● PROVIDED RECORDS:
+ + + + +
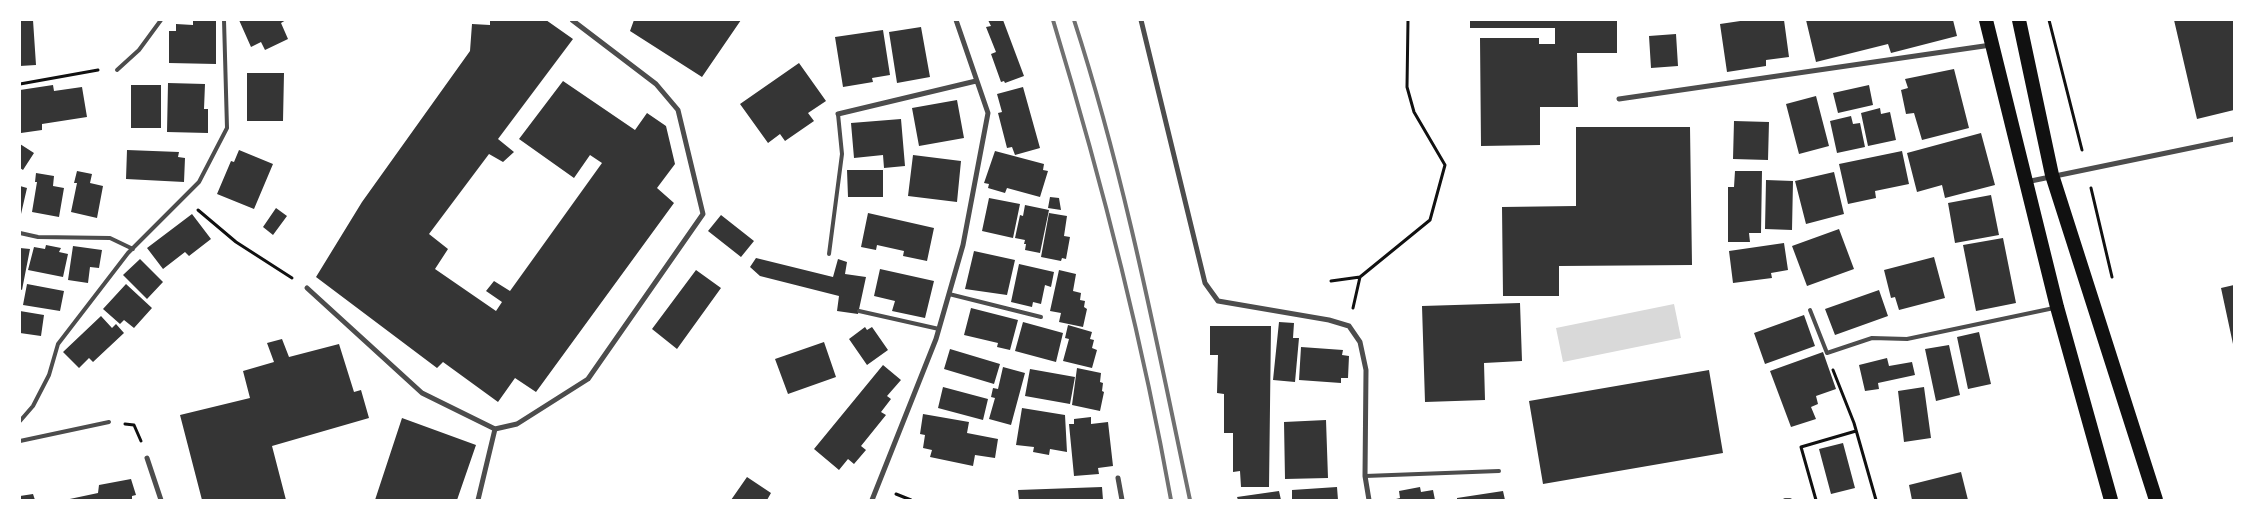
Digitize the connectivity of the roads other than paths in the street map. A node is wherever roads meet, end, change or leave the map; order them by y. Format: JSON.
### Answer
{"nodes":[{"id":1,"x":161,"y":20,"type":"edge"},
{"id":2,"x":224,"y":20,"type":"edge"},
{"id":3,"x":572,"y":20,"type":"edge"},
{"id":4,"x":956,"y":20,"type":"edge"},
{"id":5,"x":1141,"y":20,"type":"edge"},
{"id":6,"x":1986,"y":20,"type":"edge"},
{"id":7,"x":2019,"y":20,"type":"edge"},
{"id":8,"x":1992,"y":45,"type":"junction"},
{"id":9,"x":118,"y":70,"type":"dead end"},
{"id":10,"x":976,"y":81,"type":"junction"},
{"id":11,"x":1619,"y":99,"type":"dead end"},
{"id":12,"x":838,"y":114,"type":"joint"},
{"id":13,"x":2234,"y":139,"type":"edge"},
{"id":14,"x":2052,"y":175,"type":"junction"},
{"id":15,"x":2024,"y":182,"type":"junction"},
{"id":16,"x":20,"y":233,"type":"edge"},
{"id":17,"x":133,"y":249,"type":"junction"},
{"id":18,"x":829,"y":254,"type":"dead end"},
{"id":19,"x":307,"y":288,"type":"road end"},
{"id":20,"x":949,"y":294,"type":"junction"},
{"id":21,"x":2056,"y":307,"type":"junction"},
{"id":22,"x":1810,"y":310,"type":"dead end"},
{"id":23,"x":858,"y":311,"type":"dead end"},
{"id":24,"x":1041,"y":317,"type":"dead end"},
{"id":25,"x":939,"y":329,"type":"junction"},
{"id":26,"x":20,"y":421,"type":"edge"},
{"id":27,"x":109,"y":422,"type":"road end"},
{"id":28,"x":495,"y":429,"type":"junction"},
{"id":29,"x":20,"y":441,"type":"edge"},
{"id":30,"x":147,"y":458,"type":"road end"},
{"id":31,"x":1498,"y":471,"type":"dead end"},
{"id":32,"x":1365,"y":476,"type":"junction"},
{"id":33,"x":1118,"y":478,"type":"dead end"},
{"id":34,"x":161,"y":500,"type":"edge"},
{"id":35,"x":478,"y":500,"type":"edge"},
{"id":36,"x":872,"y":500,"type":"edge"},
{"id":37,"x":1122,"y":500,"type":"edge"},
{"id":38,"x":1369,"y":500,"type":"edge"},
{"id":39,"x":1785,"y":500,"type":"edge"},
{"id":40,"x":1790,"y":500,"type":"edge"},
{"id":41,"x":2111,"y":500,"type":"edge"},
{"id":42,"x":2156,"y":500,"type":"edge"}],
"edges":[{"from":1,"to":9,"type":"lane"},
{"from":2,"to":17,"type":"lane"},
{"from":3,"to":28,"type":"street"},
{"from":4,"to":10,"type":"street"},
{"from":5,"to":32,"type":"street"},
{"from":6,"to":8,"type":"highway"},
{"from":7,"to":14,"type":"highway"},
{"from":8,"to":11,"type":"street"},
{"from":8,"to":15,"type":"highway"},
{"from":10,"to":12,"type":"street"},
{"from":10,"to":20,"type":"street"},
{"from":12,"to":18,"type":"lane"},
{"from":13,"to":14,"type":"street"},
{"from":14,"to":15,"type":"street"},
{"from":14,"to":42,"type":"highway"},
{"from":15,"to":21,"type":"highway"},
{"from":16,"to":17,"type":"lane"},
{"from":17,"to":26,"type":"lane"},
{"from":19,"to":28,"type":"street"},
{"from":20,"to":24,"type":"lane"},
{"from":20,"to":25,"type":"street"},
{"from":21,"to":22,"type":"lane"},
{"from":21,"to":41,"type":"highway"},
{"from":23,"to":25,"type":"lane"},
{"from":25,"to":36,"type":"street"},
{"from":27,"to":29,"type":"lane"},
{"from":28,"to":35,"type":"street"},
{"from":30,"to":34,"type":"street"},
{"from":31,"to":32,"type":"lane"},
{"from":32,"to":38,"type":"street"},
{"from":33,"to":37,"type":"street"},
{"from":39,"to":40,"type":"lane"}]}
+ + + + +
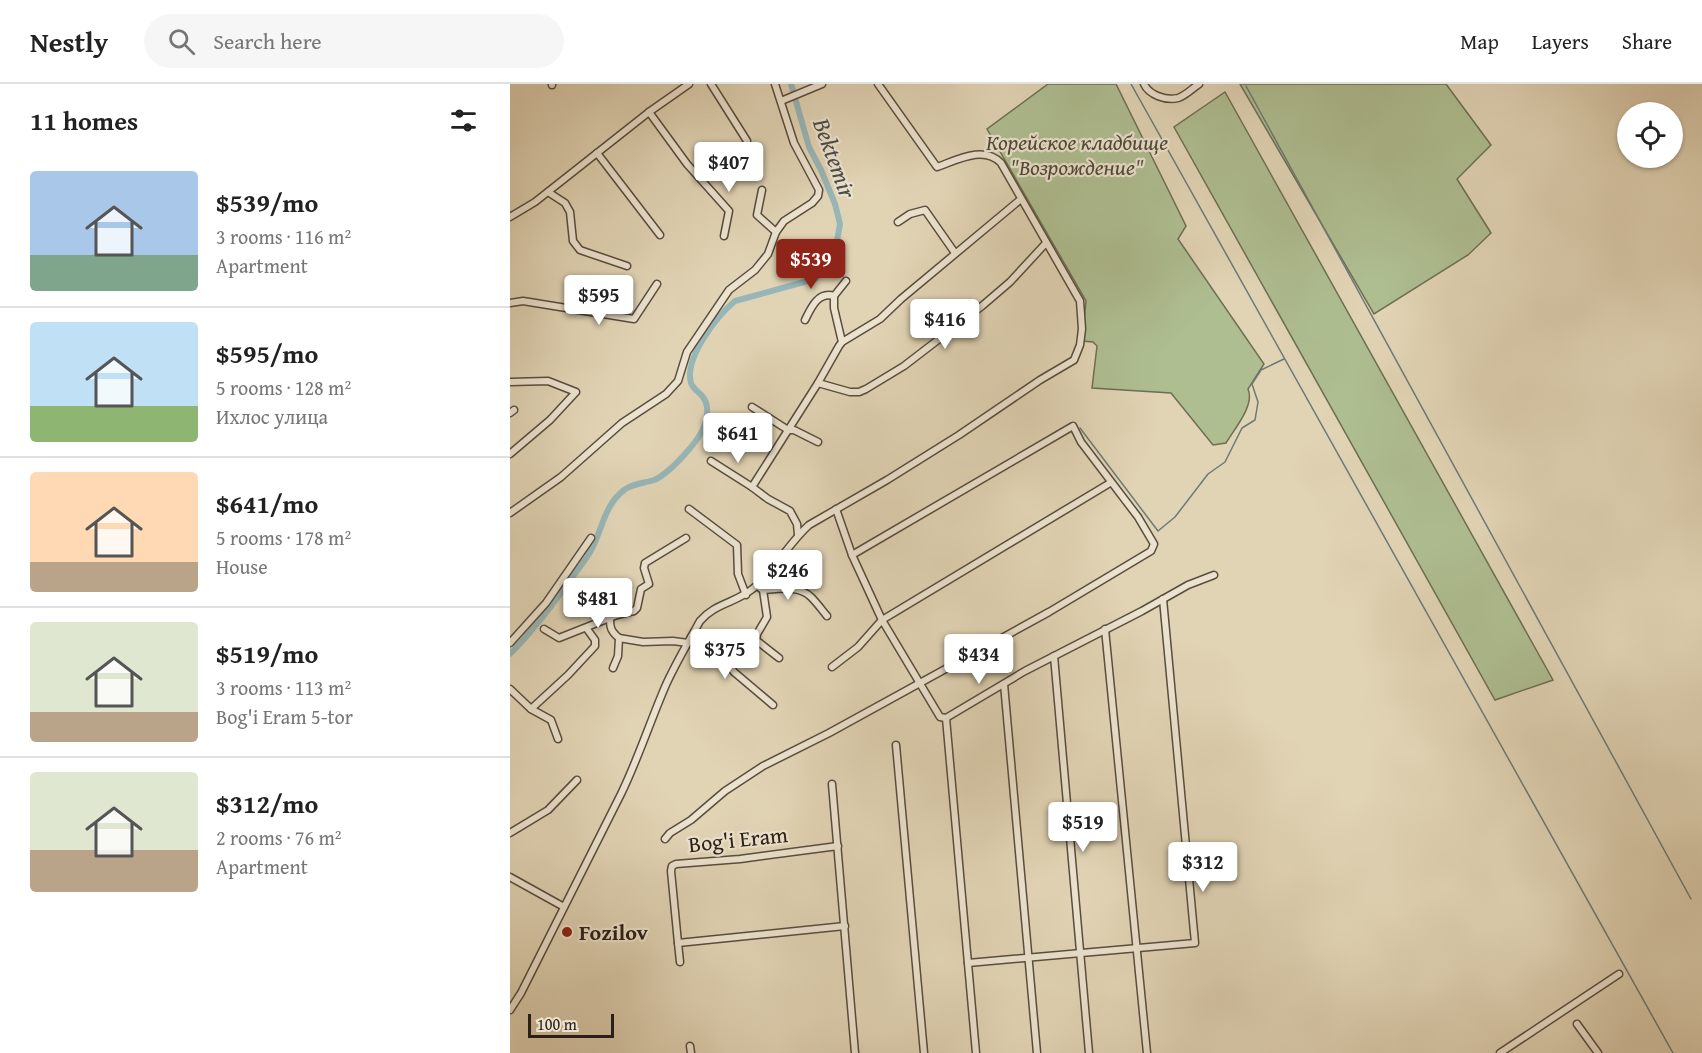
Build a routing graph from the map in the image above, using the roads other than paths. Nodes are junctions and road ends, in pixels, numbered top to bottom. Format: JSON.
+ + + + +
Where a line above contains the string "other", copy that line.

Digitize the connectivity of the roads other than paths in the street map. A node is wherever roads meet, end, change or leave the map; order them by y. Format: JSON.
Build a routing graph from the map in the image above, using the roads other than paths. Nodes are junctions and road ends, in pixels, numbered top to bottom. Format: JSON.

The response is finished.